WHAT YOU SHOULD DO. What you return should be each line of the data containing the string "where".

SOURCE MATERIAL.
+===+
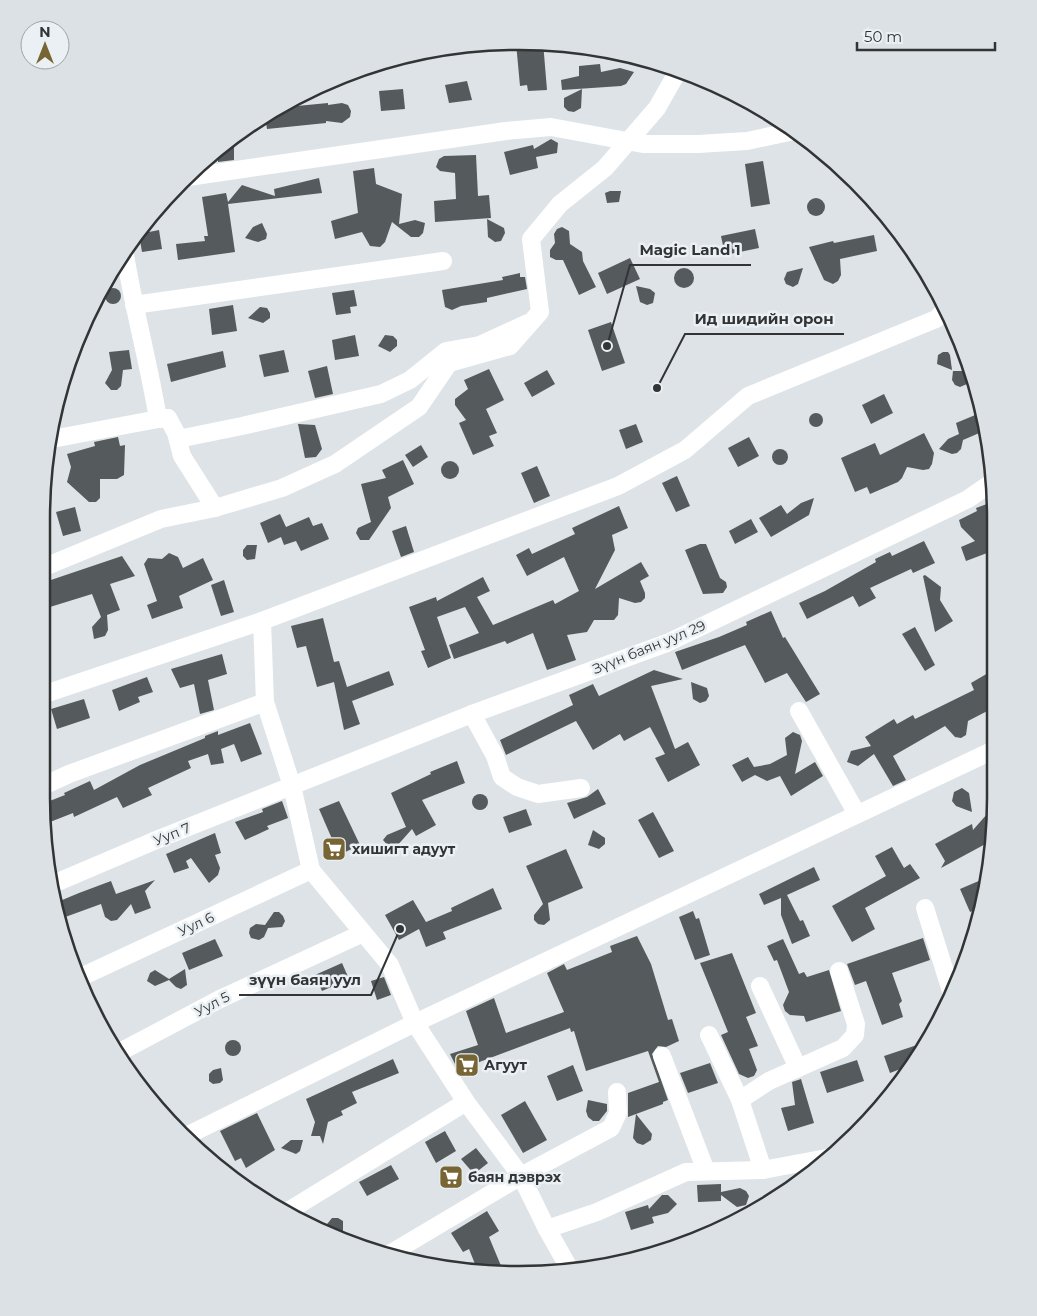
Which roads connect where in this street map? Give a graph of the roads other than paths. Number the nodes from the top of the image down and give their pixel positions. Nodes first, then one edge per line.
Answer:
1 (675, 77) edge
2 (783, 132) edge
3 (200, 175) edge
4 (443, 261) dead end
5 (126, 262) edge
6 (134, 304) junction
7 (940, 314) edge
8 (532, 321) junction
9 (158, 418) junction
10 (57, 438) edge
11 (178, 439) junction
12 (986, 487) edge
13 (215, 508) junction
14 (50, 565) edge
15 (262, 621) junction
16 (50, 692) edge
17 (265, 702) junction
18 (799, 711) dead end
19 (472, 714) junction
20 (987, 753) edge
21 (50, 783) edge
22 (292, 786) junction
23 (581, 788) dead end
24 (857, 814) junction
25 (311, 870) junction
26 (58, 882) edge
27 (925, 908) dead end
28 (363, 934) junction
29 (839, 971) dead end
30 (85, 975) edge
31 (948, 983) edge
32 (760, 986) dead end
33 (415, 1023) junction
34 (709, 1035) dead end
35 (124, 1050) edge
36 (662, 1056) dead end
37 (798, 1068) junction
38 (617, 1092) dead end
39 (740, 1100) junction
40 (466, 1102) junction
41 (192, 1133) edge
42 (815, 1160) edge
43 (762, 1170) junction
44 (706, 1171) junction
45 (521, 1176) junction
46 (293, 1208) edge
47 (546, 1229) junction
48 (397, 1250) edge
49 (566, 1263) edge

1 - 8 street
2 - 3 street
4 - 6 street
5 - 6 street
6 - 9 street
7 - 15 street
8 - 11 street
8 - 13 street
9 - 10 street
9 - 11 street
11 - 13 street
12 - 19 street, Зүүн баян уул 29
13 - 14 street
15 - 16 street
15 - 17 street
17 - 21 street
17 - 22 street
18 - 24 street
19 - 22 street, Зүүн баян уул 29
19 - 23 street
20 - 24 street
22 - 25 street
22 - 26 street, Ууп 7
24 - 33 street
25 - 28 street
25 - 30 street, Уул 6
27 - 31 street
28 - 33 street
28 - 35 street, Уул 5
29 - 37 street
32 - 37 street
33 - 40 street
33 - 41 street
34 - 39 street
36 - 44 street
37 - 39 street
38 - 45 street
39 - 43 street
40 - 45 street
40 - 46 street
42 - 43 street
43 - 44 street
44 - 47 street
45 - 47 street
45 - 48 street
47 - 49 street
+===+
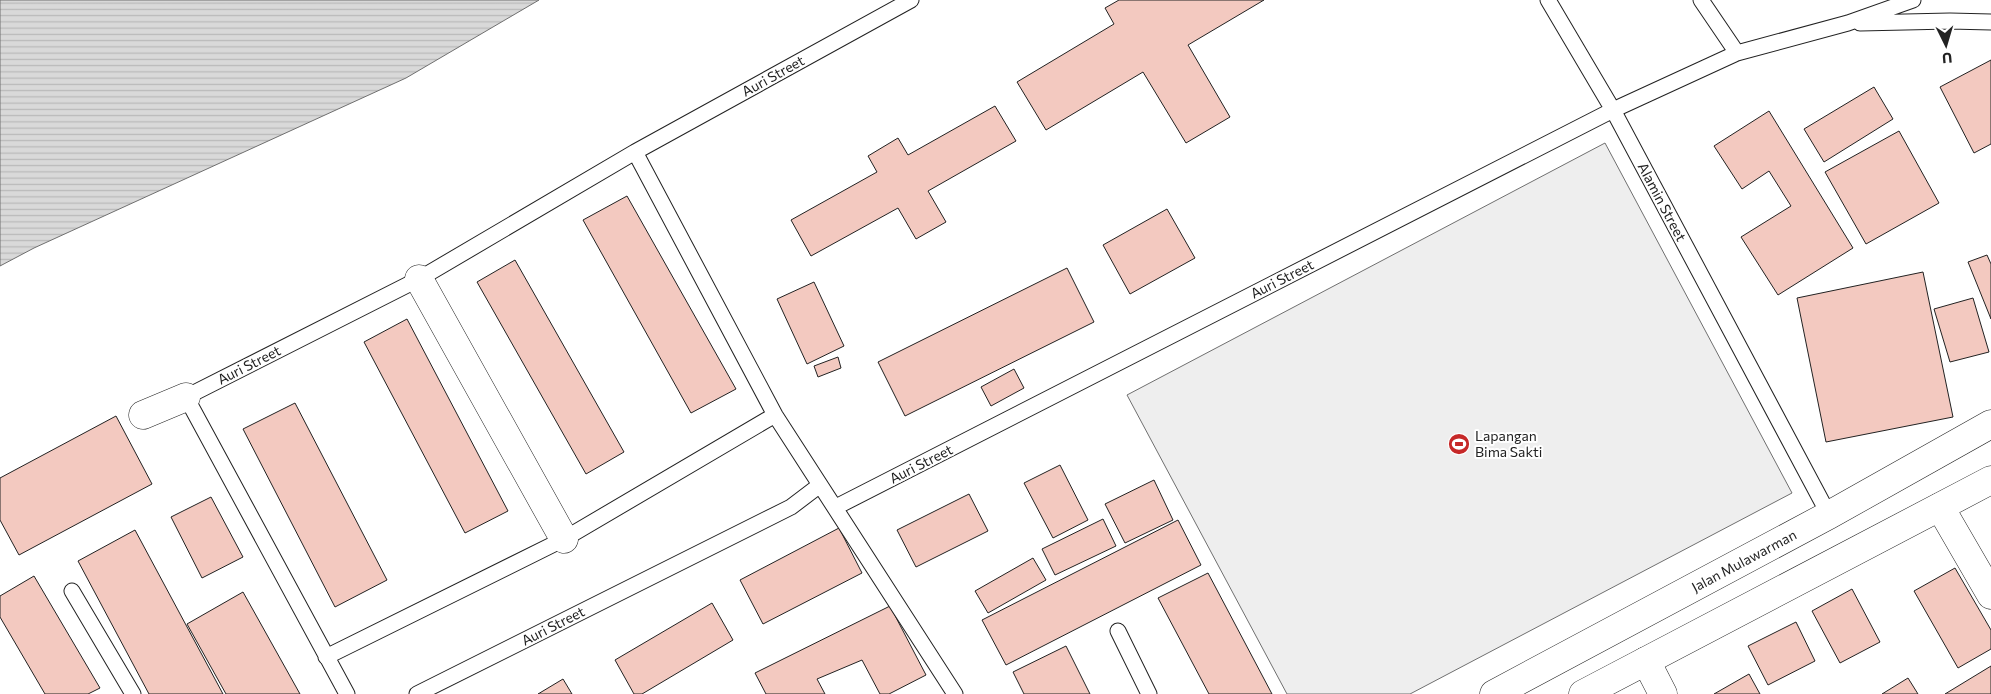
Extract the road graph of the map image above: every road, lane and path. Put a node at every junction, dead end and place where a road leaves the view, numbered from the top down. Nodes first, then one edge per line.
+===+
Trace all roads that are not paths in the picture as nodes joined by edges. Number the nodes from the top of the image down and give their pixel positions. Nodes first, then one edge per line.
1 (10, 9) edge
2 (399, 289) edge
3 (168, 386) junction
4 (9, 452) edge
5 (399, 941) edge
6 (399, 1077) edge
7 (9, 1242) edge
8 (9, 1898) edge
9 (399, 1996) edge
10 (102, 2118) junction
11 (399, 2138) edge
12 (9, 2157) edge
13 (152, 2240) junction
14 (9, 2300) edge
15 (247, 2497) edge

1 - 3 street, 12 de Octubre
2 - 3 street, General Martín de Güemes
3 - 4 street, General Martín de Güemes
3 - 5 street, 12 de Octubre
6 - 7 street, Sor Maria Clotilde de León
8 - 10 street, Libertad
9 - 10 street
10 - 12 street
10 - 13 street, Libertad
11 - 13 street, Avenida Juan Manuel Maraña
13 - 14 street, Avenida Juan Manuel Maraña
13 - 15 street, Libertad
+===+
RESULT OF THE TASK.
Which roads connect where in this street map? Give a graph of the roads other than paths. Number the nodes from the top of the image down and give their pixel positions. Nodes first, then one edge per line.
Extract the road graph of the map image above: every road, lane and path. Put a node at every junction, dead end and place where a road leaves the view, numbered from the top down. Nodes first, then one edge per line.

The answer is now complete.